12:47 The lungs are a separate situation because it is a much more severe manifestation in general; such that even with mild chronic graft-versus-host disease of the lungs, a score of one, we would actually still call you having moderate chronic graft-versus-host disease.
13:06 Pictures of GVHD: I did put some pictures up for some different manifestations of chronic graft-versus-host disease, and these include things that we consider to be diagnostic findings that don't necessarily require me doing additional biopsies to prove that those changes are there.
13:23 Pictures of skin changes with chronic GVHD: What you see in this panel, the first three are all skin changes, but you can see that they're all very different. This is something that we call lichen planus, and it's really sort of purplish bumps and they're often very itchy. We can have patients who have inflammation. You can see the red rash on here, but the hand is swollen and there's inflammation of the tissue underneath the skin, and that's called a fasciitis.
Thickening of the skin or scarring of the deep layers of the skin are something that we can often see as well, and that's that scarring or sclerosis or fibrosis are the terms that I've used to describe this. But this is lichen planus of the skin, this is lichen planus of the mouth. And again, it's more of a white lacy pattern that occurs in the mouth and there may be some irritation along the linings of the mouth; and in some cases, patients can develop some mouth sores or mouth ulcers as well.
14:29 Most people experience only mild or moderate GVHD: What I want to point out is that most people end up in that mild to moderate range. It really is only about a third of patients that fall into the development of severe chronic graft-versus-host disease. What you can see here is again, like I talked about, the skin, the mouth, the eye, the liver tend to be the most common organs that are involved. And again, that's the same over here as well as even in the severe category, skin is one of the most common areas with manifestations. The issue is whether or not they're skin changes that I can treat topically or they're deeper skin changes that are going to require me to do something more systemic for treatment of that.

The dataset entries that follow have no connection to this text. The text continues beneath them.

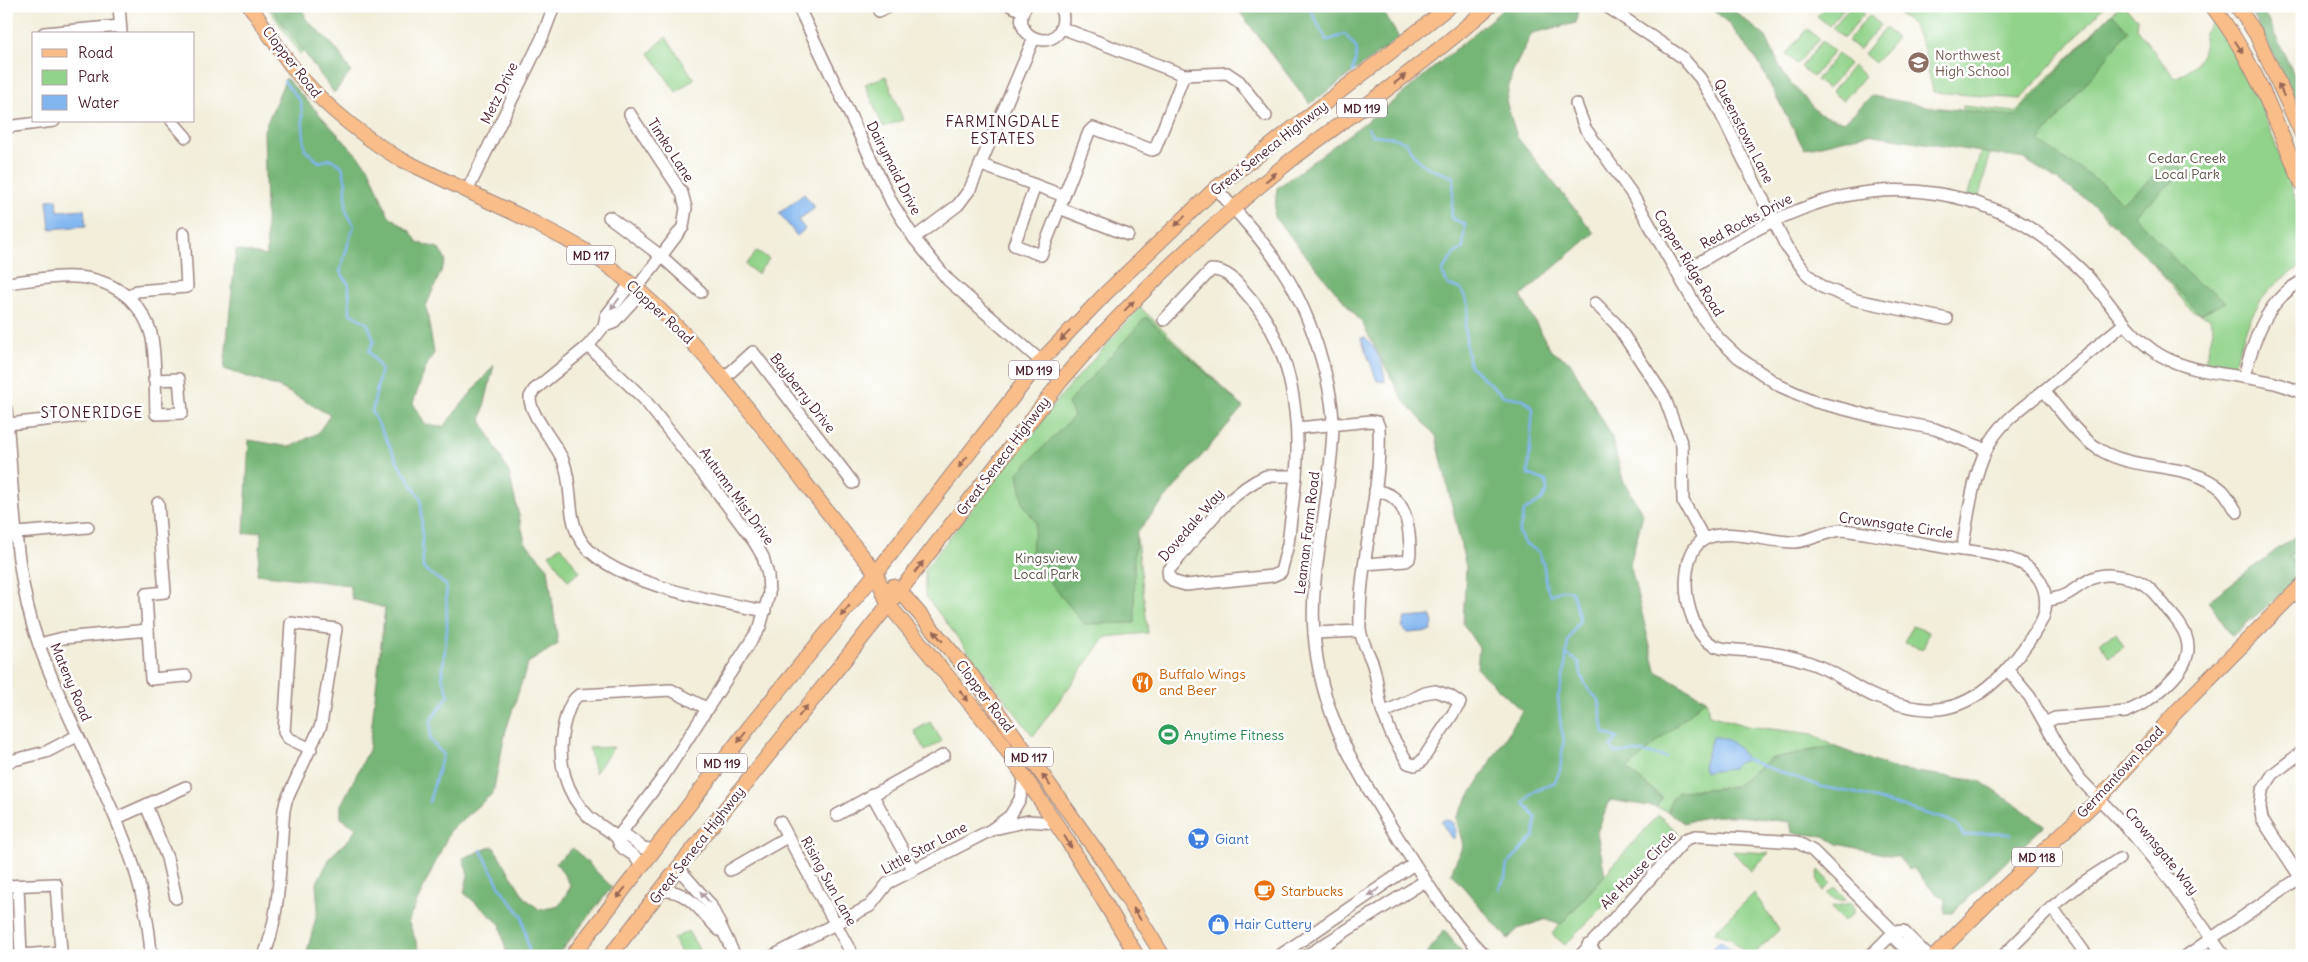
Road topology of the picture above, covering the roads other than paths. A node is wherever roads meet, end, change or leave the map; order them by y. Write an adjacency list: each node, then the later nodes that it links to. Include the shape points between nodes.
1 (119, 6): 16 (street)
2 (250, 6): 32 (main road, Clopper Road / MD 117, via 296,70 336,113 398,158)
3 (554, 6): 32 (street, Metz Drive, via 542,38)
4 (798, 6): 40 (street, Dairymaid Drive, via 892,203)
5 (878, 6): 6 (street, via 879,11)
6 (890, 6)
7 (1010, 6): 14 (street)
8 (1059, 6): 15 (street)
9 (1450, 6): 31 (main road, Great Seneca Highway / MD 119)
10 (1490, 6): 35 (main road, Great Seneca Highway / MD 119, one-way to 10)
11 (1606, 6): 37 (street, Queenstown Lane, via 1692,67 1718,108)
12 (2212, 6): 29 (main road, one-way to 29, via 2245,57 2271,107)
13 (2237, 6): 26 (main road, one-way to 13, via 2256,34)
14 (1024, 9): 18 (street, via 1023,26 1026,33)
15 (1062, 28): 18 (street, via 1051,39); 19 (street)
16 (121, 30): 17 (street)
17 (70, 32)
18 (1034, 38): 28 (street)
19 (1184, 75): 22 (street, via 1228,73 1239,81); 33 (street, via 1155,149 1093,128)
20 (1576, 104): 42 (street, Copper Ridge Road, via 1585,128 1632,194)
21 (630, 114): 41 (street, Timko Lane, via 682,193 686,208 683,226)
22 (1266, 116)
23 (44, 122): 25 (street)
24 (173, 122): 27 (street)
25 (6, 126)
26 (2302, 134)
27 (186, 137)
28 (982, 165): 30 (street); 40 (street, via 958,205)
29 (2302, 184)
30 (1035, 186): 33 (street); 34 (street, via 1014,245 1041,255)
31 (1216, 188): 35 (street, Leaman Farm Road); 53 (main road, Great Seneca Highway / MD 119, one-way to 53, via 1107,292)
32 (467, 191): 45 (main road, Clopper Road / MD 117, via 556,234 602,261)
33 (1064, 196): 34 (street)
34 (1059, 208): 39 (street)
35 (1233, 208): 57 (main road, Great Seneca Highway / MD 119, one-way to 35, via 1154,280); 63 (street, Leaman Farm Road, via 1270,252 1295,290 1320,357)
36 (609, 217): 41 (street)
37 (1774, 221): 42 (street, Red Rocks Drive); 49 (street, Queenstown Lane, via 1786,246 1806,274 1822,286 1856,300); 51 (street, Red Rocks Drive, via 1798,210 1860,193 1920,190 1977,203 2010,217 2062,252 2086,274)
38 (184, 233): 47 (street, via 187,287 137,291)
39 (1128, 235)
40 (914, 238): 53 (street, Dairymaid Drive, via 948,280)
41 (661, 256): 45 (street, Timko Lane); 46 (street)
42 (1679, 274): 65 (street, Copper Ridge Road, via 1694,305 1719,339 1738,357 1780,386 1816,402 1935,429)
43 (2302, 281): 54 (street, via 2286,292 2268,314 2253,344)
44 (6, 283): 47 (street, via 70,276 101,280)
45 (636, 288): 52 (street, Timko Lane, via 606,316 604,326); 55 (main road, Clopper Road / MD 117, via 676,324)
46 (701, 292)
47 (128, 297): 56 (street, via 138,306 148,325 152,338)
48 (1595, 303): 73 (street, via 1616,324 1664,396 1682,445 1683,501)
49 (1947, 319)
50 (1164, 320): 64 (street, Dovedale Way, via 1211,270 1220,270 1234,280 1252,299 1284,356)
51 (2124, 324): 54 (street, Red Rocks Drive, via 2172,361); 58 (street)
52 (588, 346): 81 (street, Autumn Mist Drive, via 644,399 748,532 763,557 768,575 769,594); 81 (street, Timko Lane, via 530,396 532,407 564,461 572,515 581,541 602,562 635,577 701,598)
53 (1040, 362): 57 (street, Dairymaid Drive); 76 (main road, Great Seneca Highway / MD 119, one-way to 76)
54 (2244, 376): 59 (street, Red Rocks Drive)
55 (724, 378): 67 (street, Bayberry Drive, via 753,352); 76 (main road, Clopper Road / MD 117)
56 (154, 380)
57 (1061, 381): 78 (main road, Great Seneca Highway / MD 119, one-way to 57)
58 (2044, 390): 65 (street, via 2002,425); 70 (street, via 2101,450 2116,457 2201,477 2223,491)
59 (2302, 393)
60 (6, 409): 62 (street, Mateny Road)
61 (82, 416): 62 (street)
62 (8, 424): 72 (street, Mateny Road)
63 (1333, 424): 64 (street); 68 (street, via 1377,422 1380,459); 84 (street, Leaman Farm Road, via 1316,563)
64 (1297, 428): 66 (street, Dovedale Way)
65 (1986, 450): 74 (street, via 1975,485)
66 (1296, 476): 66 (street, Dovedale Way, via 1288,544 1281,572 1272,576 1186,585 1169,577 1168,571 1242,490 1266,476)
67 (853, 482)
68 (1375, 491): 75 (street); 75 (street, via 1388,494 1407,516 1410,553 1406,561)
69 (158, 503): 82 (street, via 165,592 146,594)
70 (2237, 512)
71 (88, 527): 72 (street)
72 (16, 533): 85 (street, Mateny Road, via 25,595)
73 (1704, 540): 74 (street, Crownsgate Circle, via 1730,535 1794,542 1842,530); 86 (street, via 1690,557 1686,587 1698,630 1716,647 1778,654 1818,666 1877,697 1923,708 1945,708 1959,703 1979,693)
74 (1962, 550): 79 (street, Crownsgate Circle, via 2009,559 2026,566 2037,576)
75 (1365, 564): 83 (street)
76 (876, 573): 78 (main road, Clopper Road / MD 117); 80 (main road, Clopper Road / MD 117); 108 (main road, Great Seneca Highway / MD 119, one-way to 108, via 751,725)
77 (2302, 585): 99 (main road, Germantown Road / MD 118, via 2176,712)
78 (900, 591): 80 (main road, Great Seneca Highway / MD 119); 134 (main road, Clopper Road / MD 117, one-way to 78, via 1107,866 973,677)
79 (2046, 601): 86 (street, via 2039,626); 90 (street, via 2066,595 2098,576 2140,581 2156,593 2174,617 2188,647 2180,671 2161,690 2135,708 2126,712 2055,718)
80 (888, 604): 96 (main road, Clopper Road / MD 117, one-way to 96, via 997,736); 111 (main road, Great Seneca Highway / MD 119, one-way to 80)
81 (765, 611): 88 (street, Autumn Mist Drive, via 753,640)
82 (148, 630): 85 (street, via 63,638); 87 (street, via 151,679)
83 (1360, 631): 84 (street); 89 (street, via 1373,666)
84 (1314, 633): 110 (street, Leaman Farm Road, via 1320,681 1335,725 1352,763)
85 (39, 644): 91 (street, Mateny Road)
86 (2007, 669): 90 (street, Crownsgate Way, via 2030,697)
87 (186, 676)
88 (708, 709): 107 (street, Autumn Mist Drive, via 661,780); 107 (street, via 678,692 662,689 576,697 564,726 561,756 564,775 579,806)
89 (1383, 714): 89 (street, via 1408,763 1415,765 1421,762 1460,703 1434,691)
90 (2045, 723): 99 (street, Crownsgate Way, via 2063,756)
91 (77, 736): 95 (street, via 46,752); 102 (street, Mateny Road)
92 (311, 749): 92 (street, via 321,726 336,629 291,623 284,732 288,738); 127 (street, via 284,810 278,894 271,937)
93 (2302, 752): 115 (street, via 2273,774 2262,791 2260,807 2262,820)
94 (944, 755): 98 (street)
95 (6, 762)
96 (1024, 780): 104 (main road, Clopper Road / MD 117); 105 (street, Little Star Lane, via 1020,800 1010,816)
97 (186, 787): 100 (street)
98 (872, 794): 101 (street); 112 (street)
99 (2099, 798): 124 (street, Crownsgate Way, via 2167,876); 143 (main road, Germantown Road / MD 118)
100 (146, 805): 102 (street); 119 (street, via 167,858)
101 (836, 814)
102 (117, 818): 126 (street, Mateny Road, via 145,906)
103 (780, 822): 106 (street, Rising Sun Lane)
104 (1056, 823): 105 (street, Little Star Lane, via 1028,821); 133 (main road, Clopper Road / MD 117, one-way to 133)
105 (991, 830): 112 (street, Little Star Lane)
106 (787, 837): 113 (street); 121 (street, Rising Sun Lane)
107 (617, 838): 108 (street, via 627,836 643,848); 114 (street, via 620,845 636,857 640,866)
108 (655, 850): 114 (main road, Great Seneca Highway / MD 119)
109 (2119, 859): 120 (street)
110 (1414, 864): 116 (street, Leaman Farm Road); 135 (street, one-way to 135)
111 (678, 868): 118 (main road, Great Seneca Highway / MD 119); 123 (street, one-way to 111, via 710,904)
112 (913, 869): 121 (street, Little Star Lane, via 888,882 870,906)
113 (730, 870)
114 (638, 873): 128 (main road, Great Seneca Highway / MD 119, one-way to 128)
115 (2301, 876): 124 (street)
116 (1425, 880): 136 (street); 137 (street, Leaman Farm Road)
117 (12, 886): 117 (street, via 56,884 61,952 20,955)
118 (661, 891): 123 (street, via 679,892); 129 (main road, Great Seneca Highway / MD 119)
119 (176, 898)
120 (2052, 907): 144 (street); 145 (street)
121 (836, 923): 131 (street, Little Star Lane); 132 (street, Rising Sun Lane)
122 (1894, 932): 125 (street, Ale House Circle, via 1813,851 1798,842 1696,836 1686,840); 140 (street); 141 (street, Ale House Circle, via 1896,940); 142 (street, Ale House Circle, via 1903,931)
123 (722, 933): 130 (street)
124 (2212, 938): 146 (street); 147 (street, Crownsgate Way)
125 (1588, 945): 138 (street, Ale House Circle); 139 (street)
126 (151, 956)
127 (264, 956)
128 (572, 956)
129 (610, 956)
130 (735, 956)
131 (773, 956)
132 (853, 956)
133 (1137, 956)
134 (1163, 956)
135 (1279, 956)
136 (1306, 956)
137 (1485, 956)
138 (1580, 956)
139 (1598, 956)
140 (1870, 956)
141 (1912, 956)
142 (1928, 956)
143 (1935, 956)
144 (2003, 956)
145 (2087, 956)
146 (2186, 956)
147 (2224, 956)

This information, these data came from a study that was done across the U.S. in about nine different centers and conducted by the Chronic Graft-versus-host Disease Consortium that is trying to investigate sort of how does that scoring system we developed work, where do patients fall, and some other data that I'll present to you today as well.
15:46 Chronic GVHD can last for many years: How long does chronic graft-versus-host disease last? Unfortunately, the reality is that for some patients, it does last for many, many years. It's something that is a hard thing to hear because a lot of times these symptoms are ... they're chronic for a reason because they don't necessarily go away, and we work to control the symptoms associated with that.
16:18 How long does treatment for GVHD last? Treatment, in terms of actually needing to treat the chronic graft-versus-host disease symptoms, can be a very prolonged period; and for most patients, it's a year or longer of treatment focusing on that chronic graft-versus-host disease. The risk factors that results in us needing prolonged treatment are some of the same risk factors that increase the risk of developing chronic graft-versus-host disease in the first place.
16:52 Chronic GVHD long-term can affect quality of life: Obviously, having something that you're going to have potentially long-term may have significant impacts on quality of life. We're going to talk about how that compares a little bit to people who have other chronic diseases, such as chronic lung disease from smoking changes, or diabetes or other different diseases that we think about differently in our mind because we didn't go into needing a treatment where we traded one disease, your cancer, for another disease, chronic graft-versus-host disease.
17:32 Again, there was a lovely study that was done from The Chronic GVHD Consortium, where they actually went and got patient-reported outcomes. They talked to the patients and had them score their symptoms: how did it impact their lives, so that we have this information to help our patients regarding that.
What was interesting, frankly, was very interesting to me, is that the mental health component, sort of the conscious sense of well-being, issues with depression or anxiety or things like that, actually were fairly similar to what we see in patients with other chronic diseases. It wasn't particularly worse, and in some cases, it was actually better. My hypothesis, is that while we've traded one disease for another, we've also hopefully had your cancer cured by doing this. So I think that gives you a different sense of, "Okay I'm going to deal with this because ... " That's my take on this. I'm not the person that's gone through this though. I'm the one on the other side.
18:51 Physical health changes due to GVHD create a "new normal" for patients: Physical health and feelings of sort of living a completely normal life however are impaired. You may not get back to where you were prior to your diagnosis of cancer and needing transplant. You develop a new normal. That can be a difficult adjustment as well. What was interesting is that those patients with mild and moderate chronic graft-versus-host disease had very similar senses of how they were doing, whereas those with severe chronic graft-versus-host disease certainly had a much more negative impact on their quality of life.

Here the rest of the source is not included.